Forgotten Smiles

Once upon a time I had career goals and aspirations, but those faded over time. The first time I got pregnant I was very young. The pregnancy only lasted a few months, but when it was over I experienced a profound sense of loss. The connection that grew between me and the child I would never know awakened something inside me. After that, I wanted more than anything to be a mom. I also immediately started started birth control. Let's not get too crazy! I knew God's plan would unfold in time.

When I was 22 I met the father of my children. He had three kids that I loved instantly. I was excited to act as a stepmom to them, while always keeping in mind how I wished I had been treated by my own stepmother, with a healthy dose of space and respect.

When my first son came into the world I was over the moon. I doted over him like no one's business. As he got older I started to panic. I felt like a horrible mother! I had zero patience. Zilch, nada. You know that thing parents have that allows them to tune out their kids? I don't have one, never did. I know you hear it all the time, but parenting is SO hard. There it was, the thing I had wanted so badly. It was the only thing I ever felt truly called to do, and I sucked at it! Awesome!

On the inside I was a mess for years. Then just when I felt like I was getting the hang of things, along came baby #2. He was the PERFECT baby. He was happy all the time. The term "bouncing baby boy" finally made sense. Then one day he turned into hell on wheels. He is still super affectionate and kind...when he not acting like he needs an exorcism.

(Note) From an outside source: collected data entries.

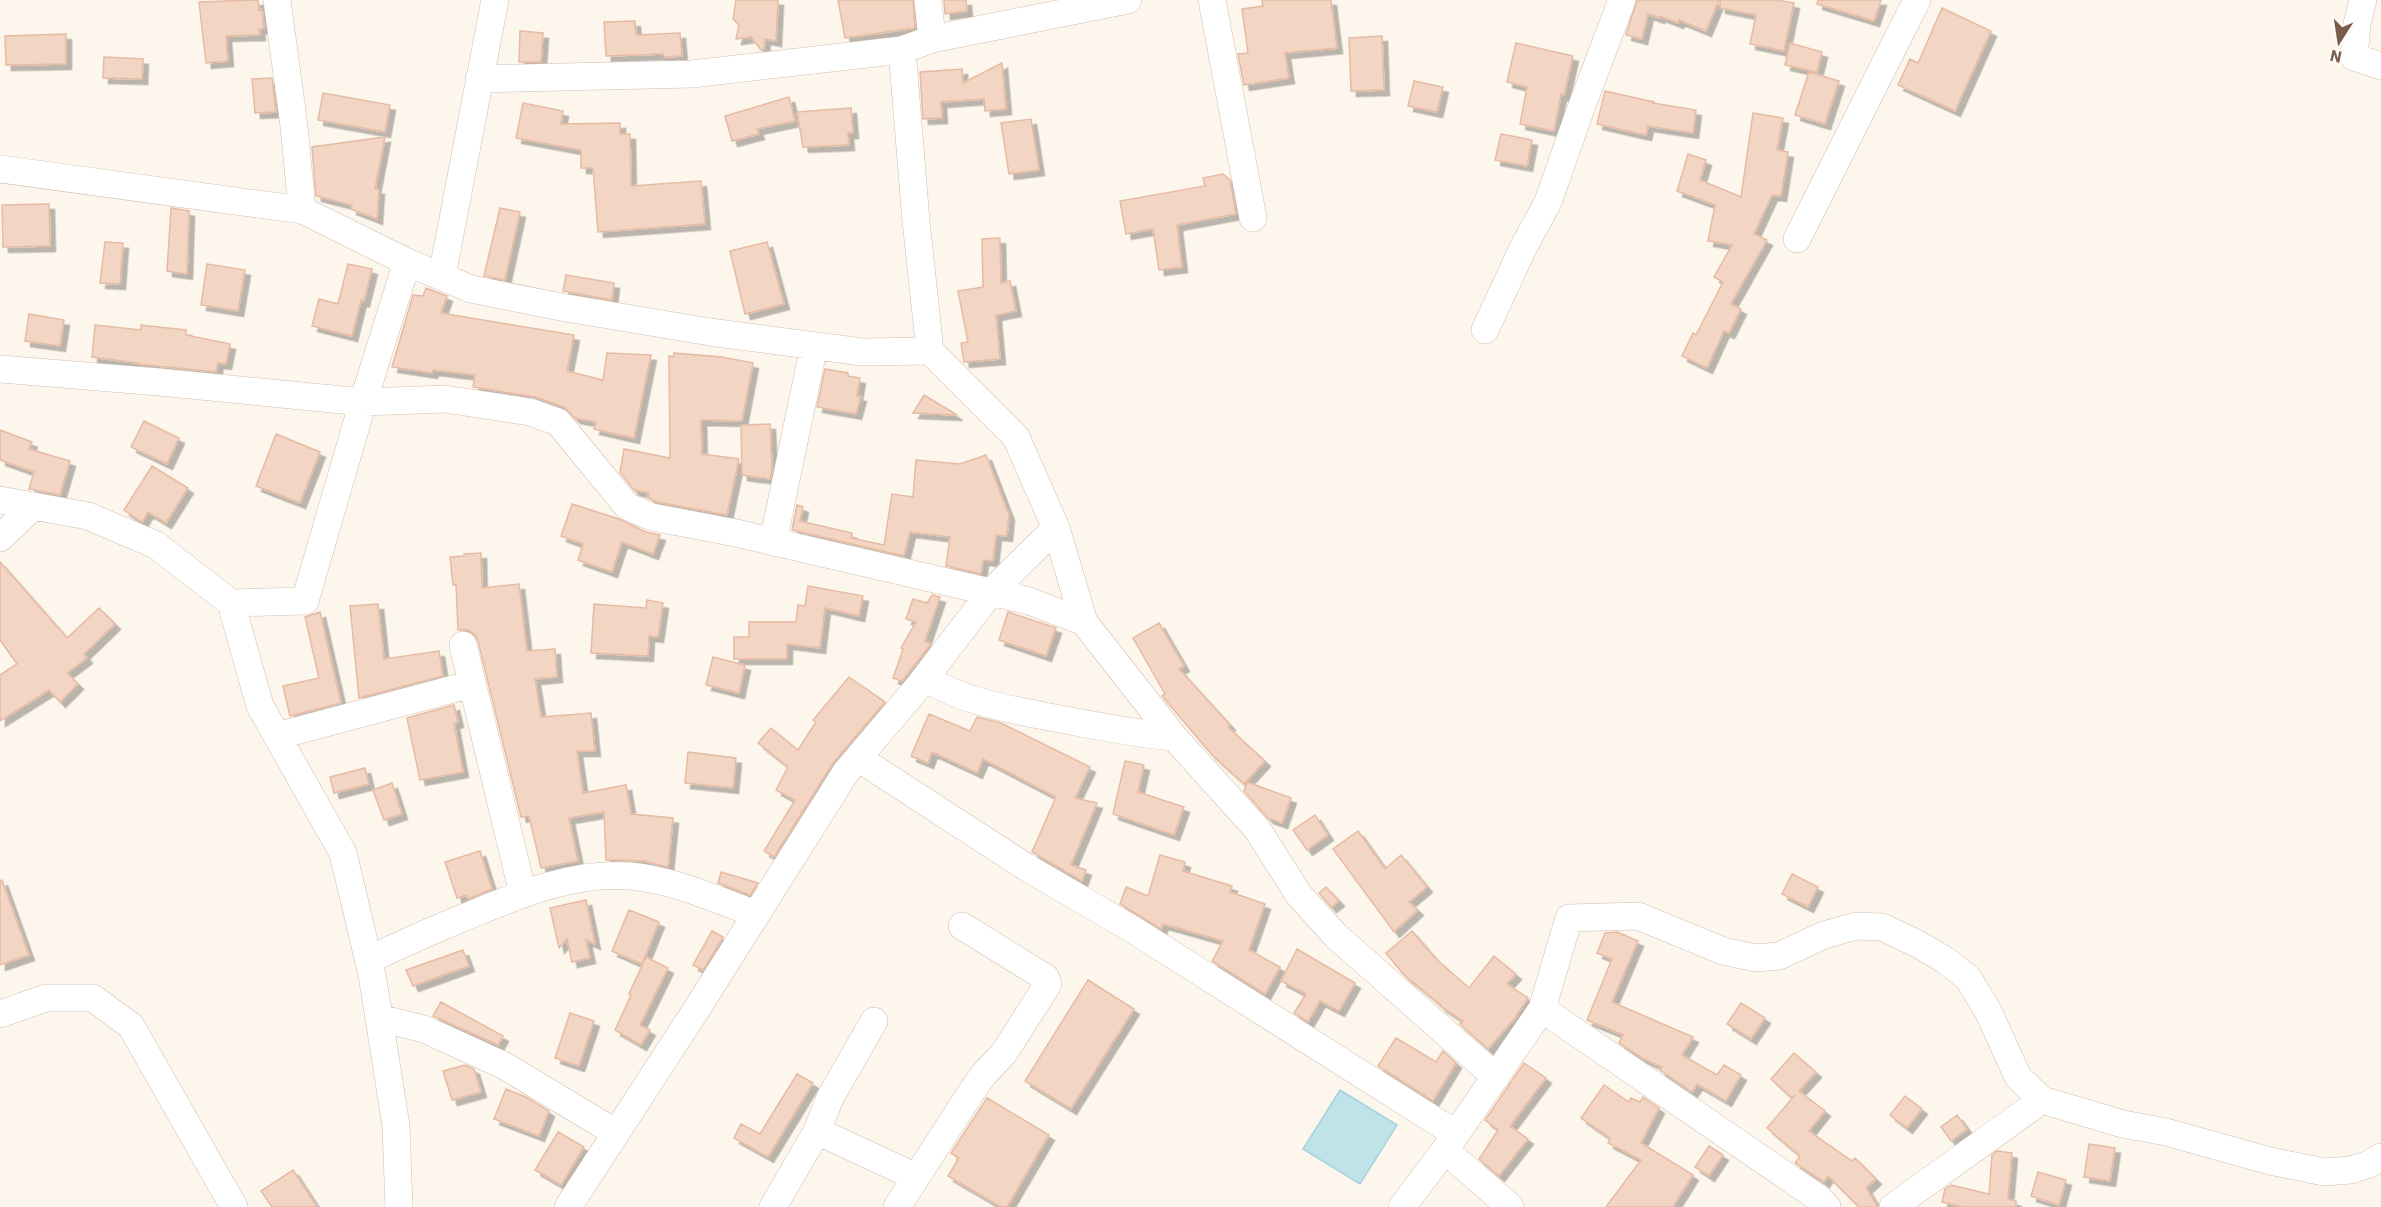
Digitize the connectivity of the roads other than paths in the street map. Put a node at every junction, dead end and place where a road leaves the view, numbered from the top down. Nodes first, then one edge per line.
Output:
1 (277, 0) edge
2 (495, 0) edge
3 (928, 0) edge
4 (1128, 0) edge
5 (1212, 0) edge
6 (1622, 0) edge
7 (1917, 0) edge
8 (2363, 0) edge
9 (932, 39) junction
10 (902, 50) junction
11 (2381, 66) edge
12 (479, 79) junction
13 (0, 169) edge
14 (303, 210) junction
15 (1253, 219) dead end
16 (1797, 238) dead end
17 (407, 261) junction
18 (442, 276) junction
19 (1485, 330) dead end
20 (814, 346) junction
21 (930, 351) junction
22 (0, 369) edge
23 (363, 402) junction
24 (0, 500) edge
25 (34, 506) junction
26 (1056, 528) junction
27 (0, 538) edge
28 (772, 542) junction
29 (990, 593) junction
30 (231, 603) junction
31 (1084, 622) junction
32 (463, 645) dead end
33 (925, 678) junction
34 (472, 684) junction
35 (277, 736) junction
36 (1174, 737) junction
37 (858, 758) junction
38 (523, 894) junction
39 (756, 914) junction
40 (962, 926) dead end
41 (369, 960) junction
42 (1542, 1009) junction
43 (0, 1014) edge
44 (379, 1018) junction
45 (874, 1021) dead end
46 (1496, 1077) junction
47 (2042, 1100) junction
48 (817, 1131) junction
49 (616, 1133) junction
50 (1451, 1142) junction
51 (2381, 1157) edge
52 (916, 1177) junction
53 (234, 1207) edge
54 (399, 1207) edge
55 (568, 1207) edge
56 (773, 1207) edge
57 (897, 1207) edge
58 (1402, 1207) edge
59 (1510, 1207) edge
60 (1827, 1207) edge
61 (1893, 1207) edge

1 - 14 street
2 - 12 street
3 - 9 street
4 - 9 street
5 - 15 street
6 - 19 street
7 - 16 street
8 - 11 street
9 - 10 street
10 - 12 street
10 - 21 street
12 - 18 street
13 - 14 street
14 - 17 street
17 - 18 street
17 - 23 street
18 - 20 street
20 - 21 street
20 - 28 street
21 - 26 street
22 - 23 street
23 - 28 street
23 - 30 street
24 - 25 street
25 - 27 street
25 - 30 street
26 - 29 street
26 - 31 street
28 - 29 street
29 - 31 street
29 - 33 street
30 - 35 street
31 - 36 street
32 - 34 street
33 - 36 street
33 - 37 street
34 - 35 street
34 - 38 street
35 - 41 street
36 - 46 street
37 - 39 street
37 - 50 street
38 - 39 street
38 - 41 street
39 - 49 street
40 - 52 street
41 - 44 street
42 - 46 street
42 - 47 street
42 - 60 street
43 - 53 street
44 - 49 street
44 - 54 street
45 - 48 street
46 - 50 street
47 - 51 street
47 - 61 street
48 - 52 street
48 - 56 street
49 - 55 street
50 - 58 street
50 - 59 street
52 - 57 street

So every day I feel like I am failing miserably at this parenting gig. I keep tripping over the fine line between being strict enough to teach responsibility and being easy enough to let them enjoy childhood. I can't do ALL the things, nor do I want to.

I'll admit I'm a bit of a Negative Nancy. I tend to always remember the stressful parts of situations. I remember the flaws. I have an incredible amount of grace for others, but never any for myself. Then something happened the other day that made me stop and think.

I was scrolling through my Facebook photos looking for a specific picture. What I found were all of these moments that I had forgotten about when my kids were genuinely happy. It made my heart smile.

If you are going through a crap parenting season or you've forgotten how special the life you are giving your children is, go look in your Facebook "Uploads" folder. You'll find all the happy faces you have forgotten about. Those are the times your kids will remember. Your daily struggle is insignificant to them. The kids are happy to be living their best lives, and one day when the dust settles you'll see it too.